The confusion probably stems from the fact that Medicare will pay for discarded amounts of single-use vials. The Manual states: “When a physician, hospital or other provider or supplier must discard the remainder of a single use vial or other single use package after administering a dose/quantity of the drug or biological to a Medicare patient, the program provides payment for the amount of drug or biological discarded as well as the dose administered, up to the amount of the drug or biological as indicated on the vial or package label.”
So for proper reporting of any drug or biological, you need to distinguish multi-use vials (for which waste IS NOT reportable to Medicare) from single-use vials (for which waste IS reportable to Medicare; note that the payer may require use of modifier JW [Drug amount discarded/not administered to any patient]).
If you’re unsure, the packaging for the administered agent should clarify whether it is intended as a single-use or multi-use vial. For instance, the package insert for Herceptin refers to it as a multi-dose solution (www.accessdata.fda.gov/drugsatfda_docs/label/2000/trasgen020900lb.htm).
Prevent Denials by Applying OIG Ideas
To help increase your chances of submitting pristine Herceptin claims, adapt the OIG’s recommendations to payers into strategies that work for your practice.
Unit edits: The OIG recommended that payers create “system edits that identify for review multiuse-vial drugs that are billed with units of service equivalent to the dosage of an entire vial(s),” stated the reports addressed to Cahaba, WPS legacy payers, and Palmetto (links above), as well as to National Government Services in a pilot study (https://oig.hhs.gov/oas/reports/region5/51000091.asp).
For Herceptin, that means identifying for review units of service that are multiples of 44 to detect when providers report a complete vial. Cahaba, for example, commented that it would “put into place an edit to identify dosage units of 44, 88, 132, and 176.”
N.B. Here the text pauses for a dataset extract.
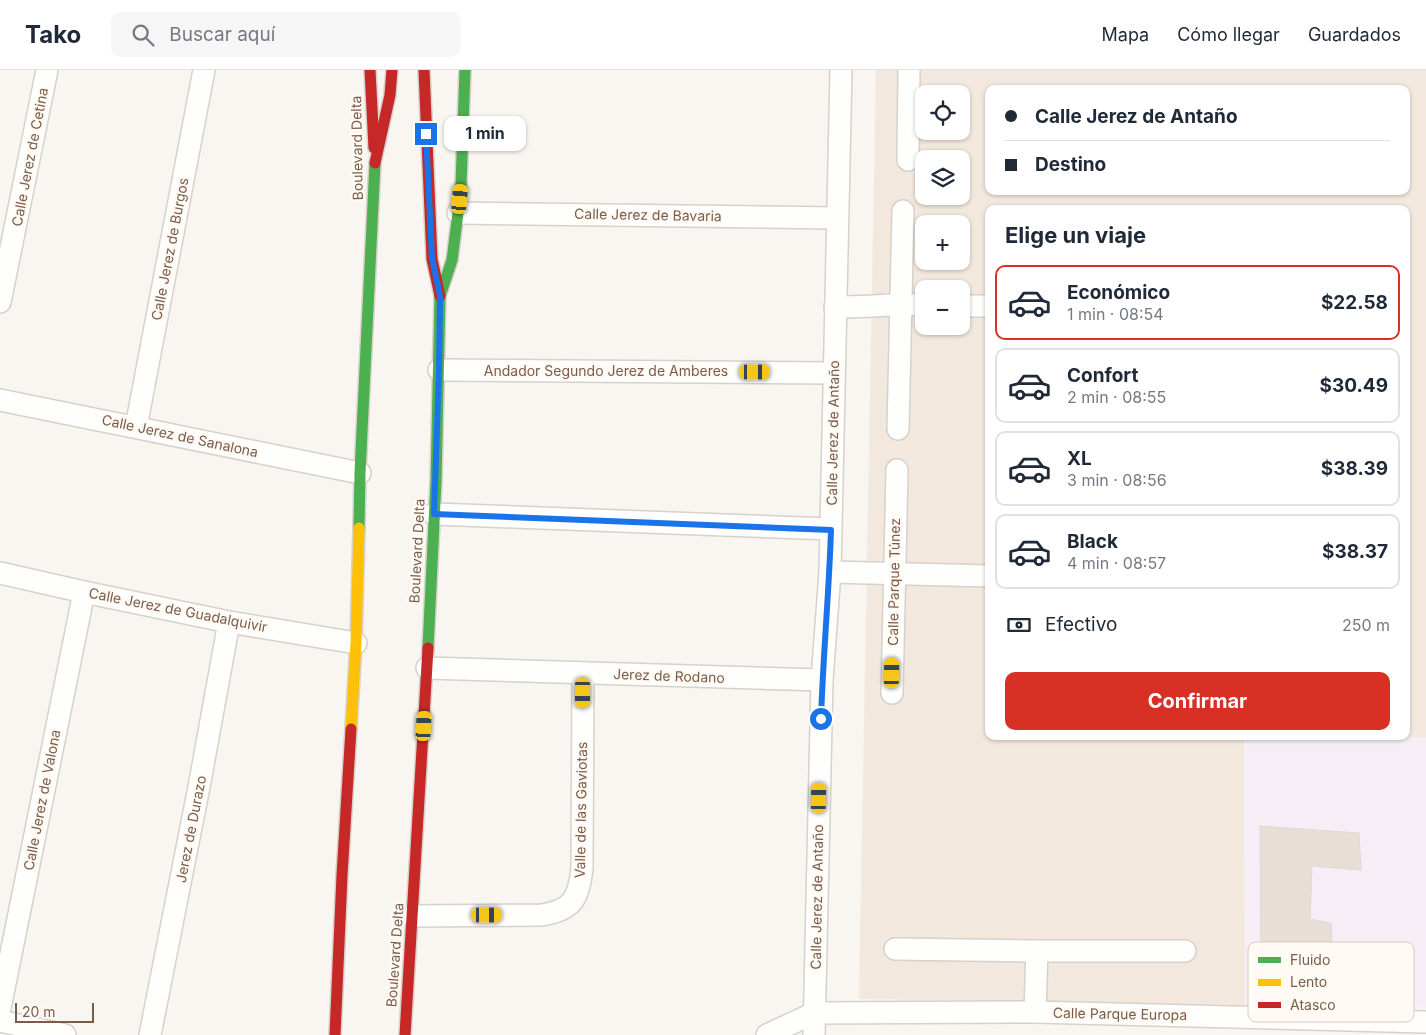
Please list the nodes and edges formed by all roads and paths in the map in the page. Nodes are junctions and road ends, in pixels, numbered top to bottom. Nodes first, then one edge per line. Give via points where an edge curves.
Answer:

Consider creating your own system to catch when you enter 44, 88, 132, or 176 units of Herceptin so you can double check that the units are correct. If your payer has similar edits, the alert can also remind you to prepare an appeal with proof of medical necessity and an infusion log showing the units are correct.
Education: The OIG also recommended to all the payers that the audit results be used in provider education.
In your practice, take the time to educate all those connected to documenting and reporting Herceptin use on the rules for calculating units and the rules for reporting drugs from multi-use vials and single-dose vials.
You also should include infusion schedule considerations as part of your team’s multi-use vial education. When Herceptin is reconstituted as directed and stored properly, it should be stable for 28 days. That means a practice has almost an entire month to schedule multiple patients who require Herceptin.
“Multiple patients can receive their correct dose from one multi-use vial,” said CMS contractor NHIC Corp. in the article “Submitting Claims Correctly for Multi-Use Vial Medications.” “Providers careful to schedule patients who will be receiving these multi-use vial packaged medications within the effective shelf life of a given vial of medication will keep wastage at an absolute minimum” (www.medicarenhic.com/providers/articles/J14mutliusvials.pdf).